Monthly Archives: July 2011

Midsummer Garden

Early to mid-July is about peak time in my garden, though over the years I’ve tried my best to make it as attractive as possible all summer long and into the Fall.  The garden has been shaped much more by my preference for individual plants rather than overall design, however, and several plants are pretty dominant right now.  Several cases in point:  the huge hosta which was here before me, and really thrives in its shady location in the back (sorry, I don’t know the varietal; if anyone does, I’d appreciate it), the double meadowsweet (filipendula ulmaria flora plena) that I purchased bareroot from Perennial Pleasures Nursery up in Vermont only three years ago, and the red baneberry (actaea rubra)  in the side garden along Hamilton Hall.  The last plant has a nice fluffy white flower in the spring, which turns into these bright red (poisonous!) berries that last all summer long.


There are so many plants–probably far too many plants–in my garden that I’m particularly grateful at this time of year for those that just exist looking lovely without any need of tending.  In my opinion, the best low maintenance plant of all time is this shiny European ginger (Asarum europaeum) groundcover that thrives in the shade.

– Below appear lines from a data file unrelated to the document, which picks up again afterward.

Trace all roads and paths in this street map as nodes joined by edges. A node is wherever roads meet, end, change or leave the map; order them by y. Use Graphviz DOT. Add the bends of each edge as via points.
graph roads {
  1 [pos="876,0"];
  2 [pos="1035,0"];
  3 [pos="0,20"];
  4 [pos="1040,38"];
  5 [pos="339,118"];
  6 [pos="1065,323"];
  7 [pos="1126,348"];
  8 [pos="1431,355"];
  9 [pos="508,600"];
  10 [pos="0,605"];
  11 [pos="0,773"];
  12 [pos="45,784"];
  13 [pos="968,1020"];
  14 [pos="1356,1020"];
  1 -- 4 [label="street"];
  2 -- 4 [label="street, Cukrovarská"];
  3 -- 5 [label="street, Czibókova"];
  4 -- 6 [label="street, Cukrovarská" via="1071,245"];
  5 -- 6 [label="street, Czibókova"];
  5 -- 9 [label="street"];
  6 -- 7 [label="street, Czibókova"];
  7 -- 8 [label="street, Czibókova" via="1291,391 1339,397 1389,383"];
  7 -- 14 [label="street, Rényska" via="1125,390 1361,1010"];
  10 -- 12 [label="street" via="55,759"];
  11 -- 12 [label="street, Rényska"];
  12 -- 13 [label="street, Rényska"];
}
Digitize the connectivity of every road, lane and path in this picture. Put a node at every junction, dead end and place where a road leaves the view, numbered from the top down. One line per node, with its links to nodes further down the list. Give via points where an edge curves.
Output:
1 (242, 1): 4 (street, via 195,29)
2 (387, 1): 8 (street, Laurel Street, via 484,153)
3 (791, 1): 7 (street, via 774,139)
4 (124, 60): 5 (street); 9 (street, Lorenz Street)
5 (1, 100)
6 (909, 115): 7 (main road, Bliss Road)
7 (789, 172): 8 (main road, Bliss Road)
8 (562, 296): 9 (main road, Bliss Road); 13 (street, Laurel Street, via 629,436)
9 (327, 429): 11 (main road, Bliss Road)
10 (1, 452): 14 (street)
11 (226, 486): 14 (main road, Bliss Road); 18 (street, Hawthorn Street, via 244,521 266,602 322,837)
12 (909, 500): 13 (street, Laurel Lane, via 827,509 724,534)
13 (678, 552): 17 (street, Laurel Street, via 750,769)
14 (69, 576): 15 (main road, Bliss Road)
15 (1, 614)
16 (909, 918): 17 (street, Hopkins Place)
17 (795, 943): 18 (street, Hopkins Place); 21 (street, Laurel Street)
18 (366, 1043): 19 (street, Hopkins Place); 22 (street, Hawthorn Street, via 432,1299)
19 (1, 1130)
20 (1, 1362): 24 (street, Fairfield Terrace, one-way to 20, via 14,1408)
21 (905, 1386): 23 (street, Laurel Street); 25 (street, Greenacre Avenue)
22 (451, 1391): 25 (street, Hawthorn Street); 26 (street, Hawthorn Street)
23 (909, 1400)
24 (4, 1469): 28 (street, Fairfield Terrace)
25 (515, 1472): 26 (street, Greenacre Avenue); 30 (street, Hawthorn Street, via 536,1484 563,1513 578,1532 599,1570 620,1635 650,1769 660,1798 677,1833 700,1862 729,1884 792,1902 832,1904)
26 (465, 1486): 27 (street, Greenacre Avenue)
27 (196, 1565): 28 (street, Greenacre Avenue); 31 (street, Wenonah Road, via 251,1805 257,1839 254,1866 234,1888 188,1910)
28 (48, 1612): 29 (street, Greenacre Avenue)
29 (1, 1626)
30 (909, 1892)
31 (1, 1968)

The last of the June roses; they’re definitely on a midsummer break now but come back with a vengeance in August (IF I take care of them properly):


After the Duel

I’m a day late to commemorate the infamous duel which took place on July 11, 1804 between sitting Vice President Aaron Burr and the first Secretary of the Treasury Alexander Hamilton, resulting in the latter’s death.  Better late than never, however, as this was a shocking and momentous moment in the new nation’s history.  If you just run a cursory search in a digital database such as Early American Imprints, you can easily uncover a litany of literary tributes to the martyred Hamilton, in the form of eulogies, sermons, letters, poems and accounts of the dreadful event and its aftermath published in newspapers all over the country in the summer of 1804.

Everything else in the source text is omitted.